- [WHAT TO PRODUCE]: Which lines of the records below contain the word "lane"? Report each of them in full.

(DATA SUPPLIED Opens)

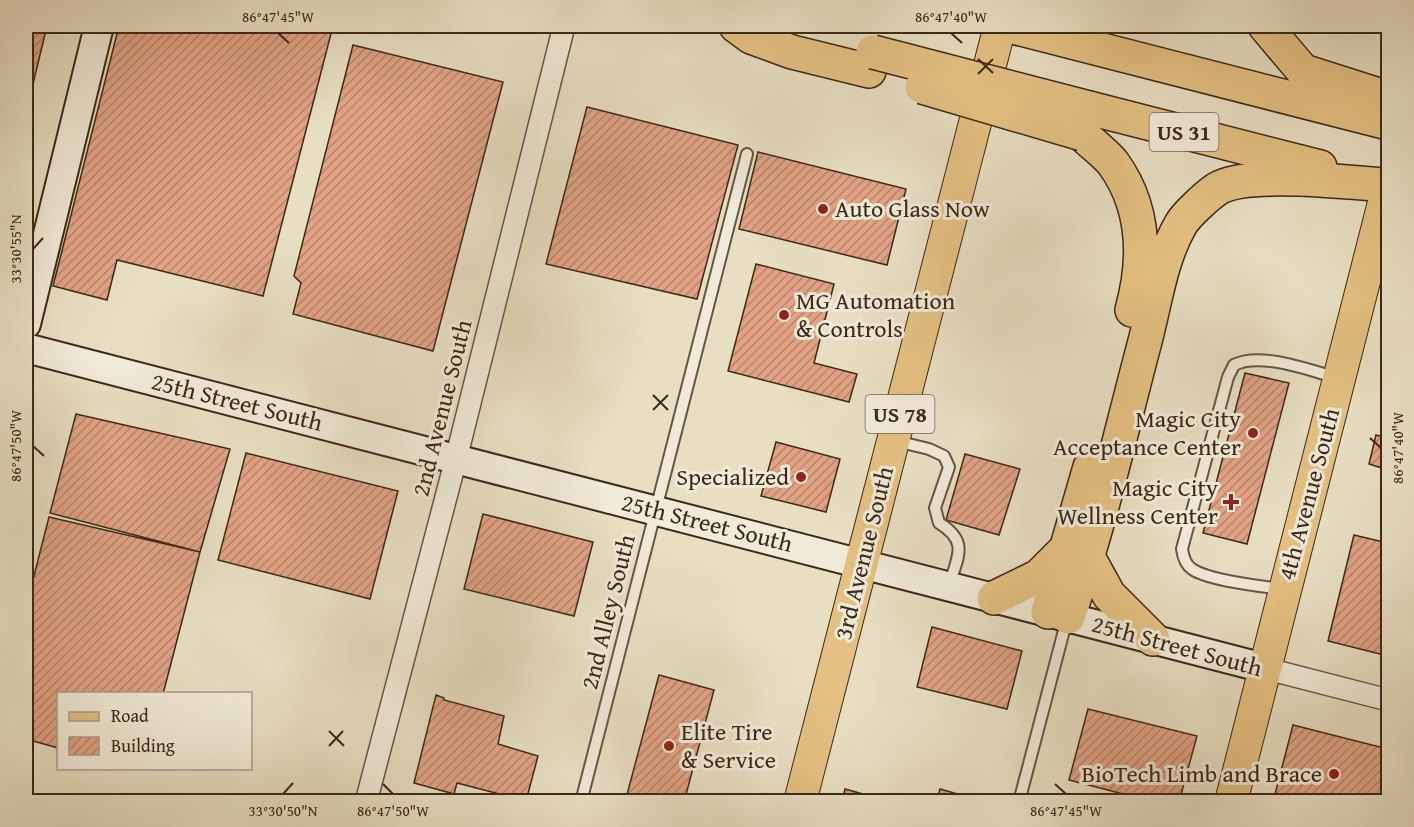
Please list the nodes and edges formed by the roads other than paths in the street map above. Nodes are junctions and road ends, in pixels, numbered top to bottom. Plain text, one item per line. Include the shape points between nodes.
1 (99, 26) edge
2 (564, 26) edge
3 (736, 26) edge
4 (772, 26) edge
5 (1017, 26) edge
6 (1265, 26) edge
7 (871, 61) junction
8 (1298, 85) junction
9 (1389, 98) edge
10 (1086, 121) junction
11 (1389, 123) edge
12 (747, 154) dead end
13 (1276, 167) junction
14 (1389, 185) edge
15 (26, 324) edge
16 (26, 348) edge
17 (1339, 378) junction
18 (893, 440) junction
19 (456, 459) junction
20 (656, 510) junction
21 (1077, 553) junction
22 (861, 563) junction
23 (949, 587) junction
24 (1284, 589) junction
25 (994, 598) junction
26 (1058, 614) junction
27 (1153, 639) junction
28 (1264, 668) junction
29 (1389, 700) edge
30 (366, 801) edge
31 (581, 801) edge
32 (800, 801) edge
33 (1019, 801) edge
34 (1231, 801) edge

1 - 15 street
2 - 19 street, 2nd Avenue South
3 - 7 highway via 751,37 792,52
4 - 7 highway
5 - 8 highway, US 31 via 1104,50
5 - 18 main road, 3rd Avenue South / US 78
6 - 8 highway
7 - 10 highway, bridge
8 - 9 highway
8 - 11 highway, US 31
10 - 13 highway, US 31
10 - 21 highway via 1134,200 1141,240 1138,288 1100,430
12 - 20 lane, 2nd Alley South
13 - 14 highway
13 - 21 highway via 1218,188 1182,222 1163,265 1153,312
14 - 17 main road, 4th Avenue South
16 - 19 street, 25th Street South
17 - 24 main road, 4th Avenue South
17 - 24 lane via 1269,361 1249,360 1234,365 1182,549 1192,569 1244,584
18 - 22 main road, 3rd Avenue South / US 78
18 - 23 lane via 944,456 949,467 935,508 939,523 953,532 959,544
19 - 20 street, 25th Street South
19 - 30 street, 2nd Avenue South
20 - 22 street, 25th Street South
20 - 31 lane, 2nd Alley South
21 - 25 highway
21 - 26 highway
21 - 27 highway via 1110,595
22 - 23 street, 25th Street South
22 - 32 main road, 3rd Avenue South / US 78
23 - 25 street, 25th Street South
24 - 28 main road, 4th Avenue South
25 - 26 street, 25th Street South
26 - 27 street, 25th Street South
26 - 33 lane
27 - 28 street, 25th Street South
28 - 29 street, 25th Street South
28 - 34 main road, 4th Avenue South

(DATA SUPPLIED Closes)

- [SOLVED PROBLEM]:
12 - 20 lane, 2nd Alley South
17 - 24 lane via 1269,361 1249,360 1234,365 1182,549 1192,569 1244,584
18 - 23 lane via 944,456 949,467 935,508 939,523 953,532 959,544
20 - 31 lane, 2nd Alley South
26 - 33 lane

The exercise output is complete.